=== STORED DATA ===

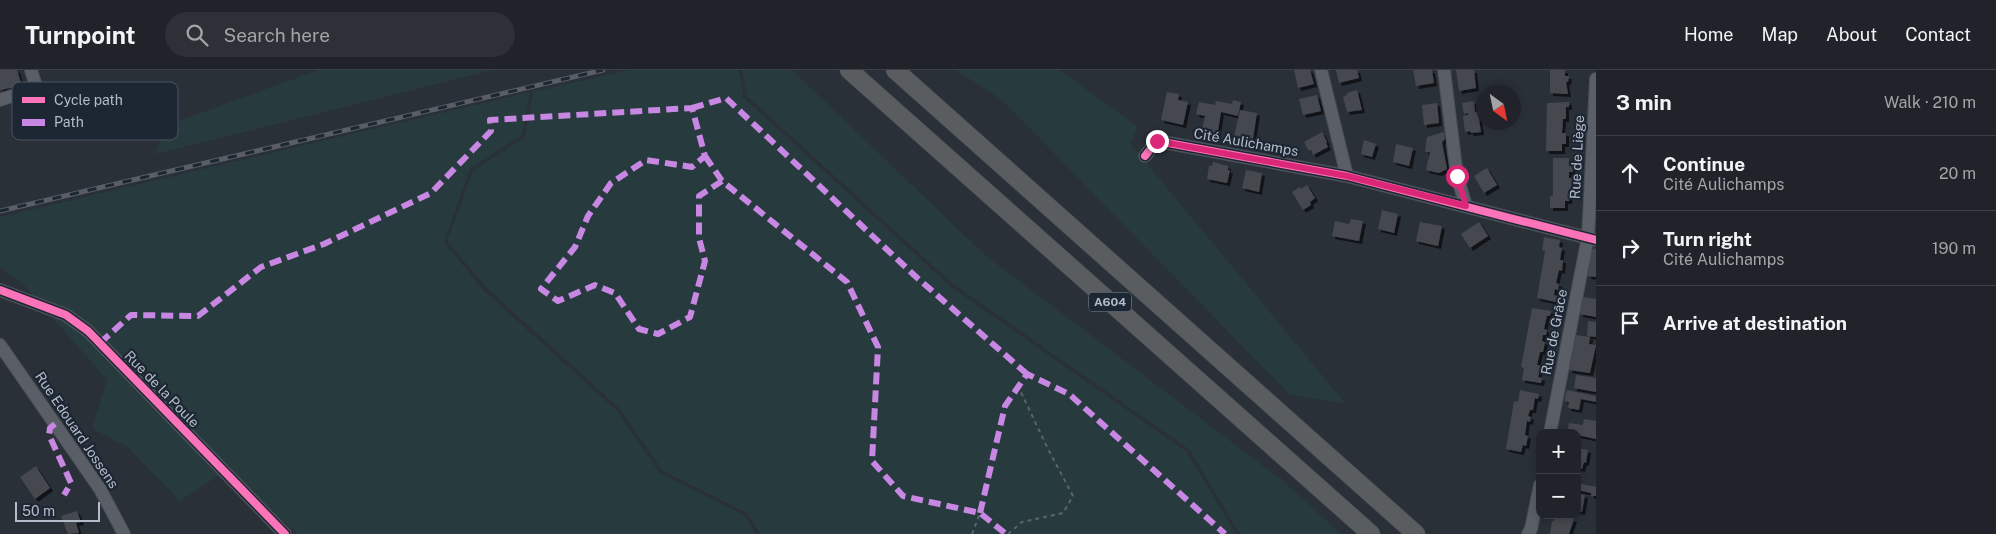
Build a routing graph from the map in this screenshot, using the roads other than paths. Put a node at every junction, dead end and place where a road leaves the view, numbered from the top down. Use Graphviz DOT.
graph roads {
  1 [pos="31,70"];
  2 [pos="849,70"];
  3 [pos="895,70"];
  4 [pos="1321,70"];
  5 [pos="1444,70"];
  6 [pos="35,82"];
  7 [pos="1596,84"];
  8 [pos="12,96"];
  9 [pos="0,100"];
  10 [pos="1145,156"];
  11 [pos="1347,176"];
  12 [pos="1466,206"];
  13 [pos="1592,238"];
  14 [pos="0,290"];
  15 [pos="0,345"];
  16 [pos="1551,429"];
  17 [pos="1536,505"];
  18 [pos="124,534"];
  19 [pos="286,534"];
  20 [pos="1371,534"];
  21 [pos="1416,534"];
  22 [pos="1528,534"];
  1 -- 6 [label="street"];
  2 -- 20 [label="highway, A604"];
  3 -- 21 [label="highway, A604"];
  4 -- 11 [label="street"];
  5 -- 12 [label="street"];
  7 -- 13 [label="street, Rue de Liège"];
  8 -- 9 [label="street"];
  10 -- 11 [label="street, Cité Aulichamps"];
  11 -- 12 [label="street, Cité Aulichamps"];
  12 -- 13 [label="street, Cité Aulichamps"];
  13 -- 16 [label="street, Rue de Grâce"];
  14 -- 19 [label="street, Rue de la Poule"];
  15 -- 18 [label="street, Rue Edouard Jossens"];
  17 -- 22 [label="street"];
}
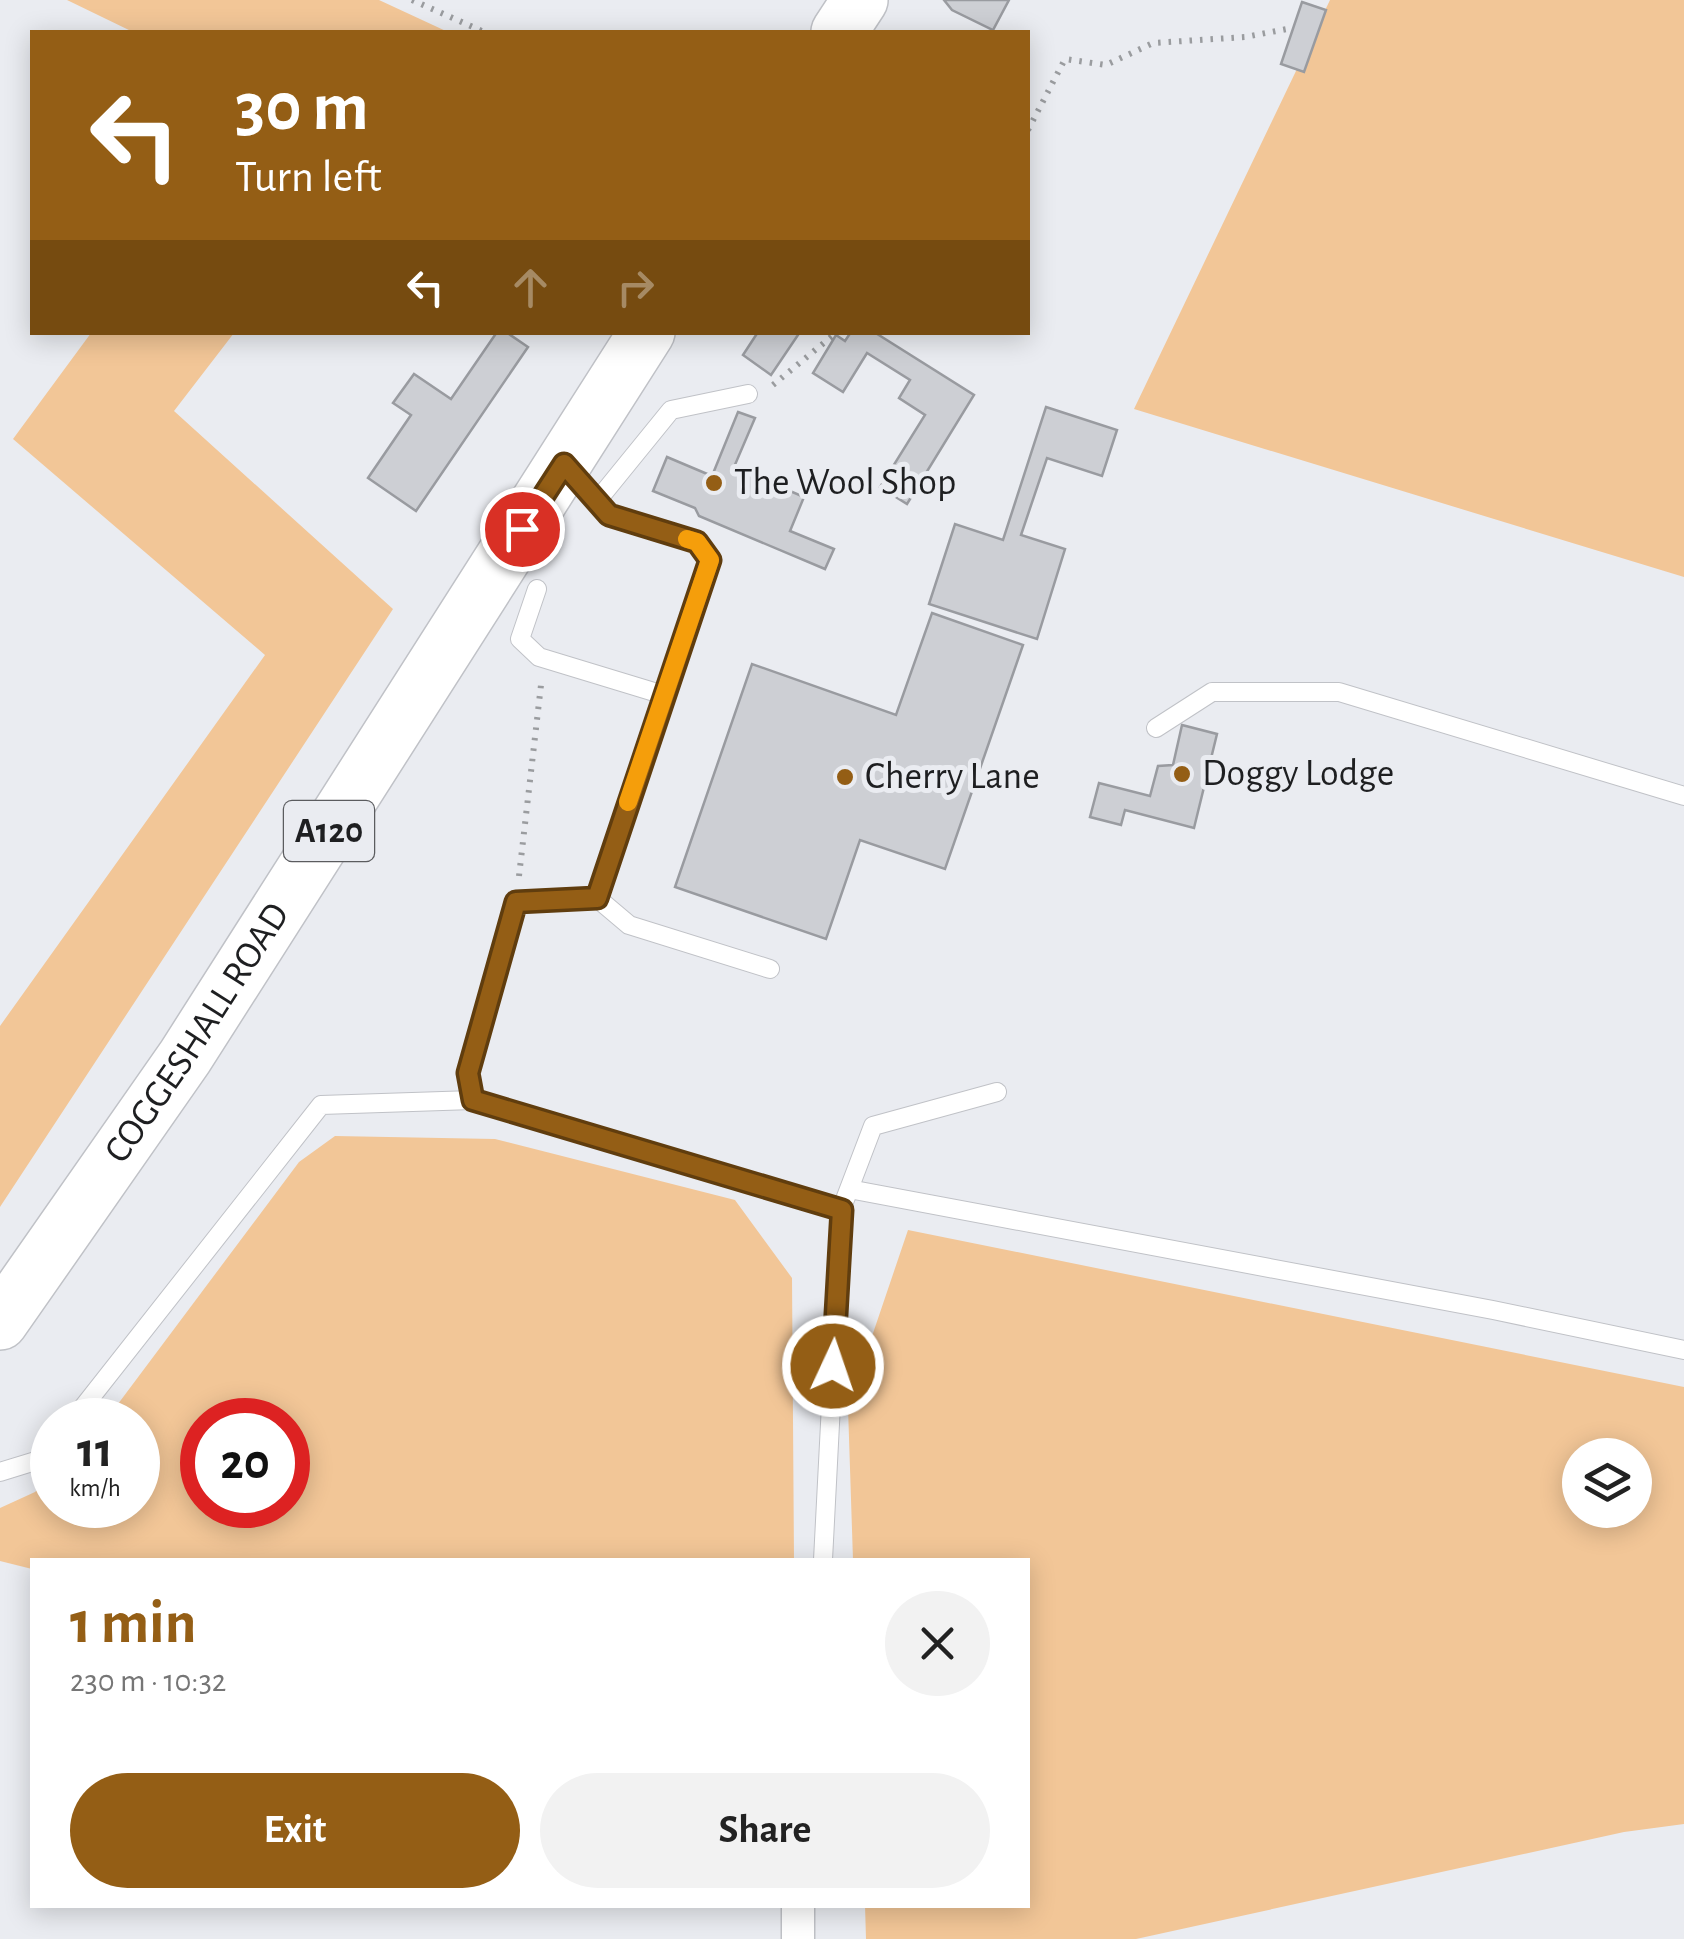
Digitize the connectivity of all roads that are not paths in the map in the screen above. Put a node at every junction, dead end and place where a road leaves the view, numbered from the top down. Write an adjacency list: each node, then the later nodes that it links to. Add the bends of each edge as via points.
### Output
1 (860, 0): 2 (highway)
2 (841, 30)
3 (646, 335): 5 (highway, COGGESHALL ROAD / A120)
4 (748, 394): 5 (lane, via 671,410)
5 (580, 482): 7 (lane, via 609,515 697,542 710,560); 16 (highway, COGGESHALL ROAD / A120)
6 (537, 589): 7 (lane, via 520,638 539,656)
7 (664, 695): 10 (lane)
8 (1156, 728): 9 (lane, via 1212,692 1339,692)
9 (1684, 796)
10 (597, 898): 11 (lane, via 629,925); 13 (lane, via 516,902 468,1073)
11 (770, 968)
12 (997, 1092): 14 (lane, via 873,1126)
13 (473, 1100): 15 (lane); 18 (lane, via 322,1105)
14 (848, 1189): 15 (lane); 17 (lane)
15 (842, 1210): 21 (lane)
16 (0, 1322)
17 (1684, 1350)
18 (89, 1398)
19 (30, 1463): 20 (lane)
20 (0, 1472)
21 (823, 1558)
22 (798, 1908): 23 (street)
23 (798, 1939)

===

## [DIRECTIONS FOR THIS TASK]
Hand back the records above exactly, leaving out every picture.

## [RESPONSE BOX]
Build a routing graph from the map in this screenshot, using the roads other than paths. Put a node at every junction, dead end and place where a road leaves the view, numbered from the top down. Use Graphviz DOT.
graph roads {
  1 [pos="31,70"];
  2 [pos="849,70"];
  3 [pos="895,70"];
  4 [pos="1321,70"];
  5 [pos="1444,70"];
  6 [pos="35,82"];
  7 [pos="1596,84"];
  8 [pos="12,96"];
  9 [pos="0,100"];
  10 [pos="1145,156"];
  11 [pos="1347,176"];
  12 [pos="1466,206"];
  13 [pos="1592,238"];
  14 [pos="0,290"];
  15 [pos="0,345"];
  16 [pos="1551,429"];
  17 [pos="1536,505"];
  18 [pos="124,534"];
  19 [pos="286,534"];
  20 [pos="1371,534"];
  21 [pos="1416,534"];
  22 [pos="1528,534"];
  1 -- 6 [label="street"];
  2 -- 20 [label="highway, A604"];
  3 -- 21 [label="highway, A604"];
  4 -- 11 [label="street"];
  5 -- 12 [label="street"];
  7 -- 13 [label="street, Rue de Liège"];
  8 -- 9 [label="street"];
  10 -- 11 [label="street, Cité Aulichamps"];
  11 -- 12 [label="street, Cité Aulichamps"];
  12 -- 13 [label="street, Cité Aulichamps"];
  13 -- 16 [label="street, Rue de Grâce"];
  14 -- 19 [label="street, Rue de la Poule"];
  15 -- 18 [label="street, Rue Edouard Jossens"];
  17 -- 22 [label="street"];
}
Digitize the connectivity of all roads that are not paths in the map in the screen above. Put a node at every junction, dead end and place where a road leaves the view, numbered from the top down. Write an adjacency list: each node, then the later nodes that it links to. Add the bends of each edge as via points.
### Output
1 (860, 0): 2 (highway)
2 (841, 30)
3 (646, 335): 5 (highway, COGGESHALL ROAD / A120)
4 (748, 394): 5 (lane, via 671,410)
5 (580, 482): 7 (lane, via 609,515 697,542 710,560); 16 (highway, COGGESHALL ROAD / A120)
6 (537, 589): 7 (lane, via 520,638 539,656)
7 (664, 695): 10 (lane)
8 (1156, 728): 9 (lane, via 1212,692 1339,692)
9 (1684, 796)
10 (597, 898): 11 (lane, via 629,925); 13 (lane, via 516,902 468,1073)
11 (770, 968)
12 (997, 1092): 14 (lane, via 873,1126)
13 (473, 1100): 15 (lane); 18 (lane, via 322,1105)
14 (848, 1189): 15 (lane); 17 (lane)
15 (842, 1210): 21 (lane)
16 (0, 1322)
17 (1684, 1350)
18 (89, 1398)
19 (30, 1463): 20 (lane)
20 (0, 1472)
21 (823, 1558)
22 (798, 1908): 23 (street)
23 (798, 1939)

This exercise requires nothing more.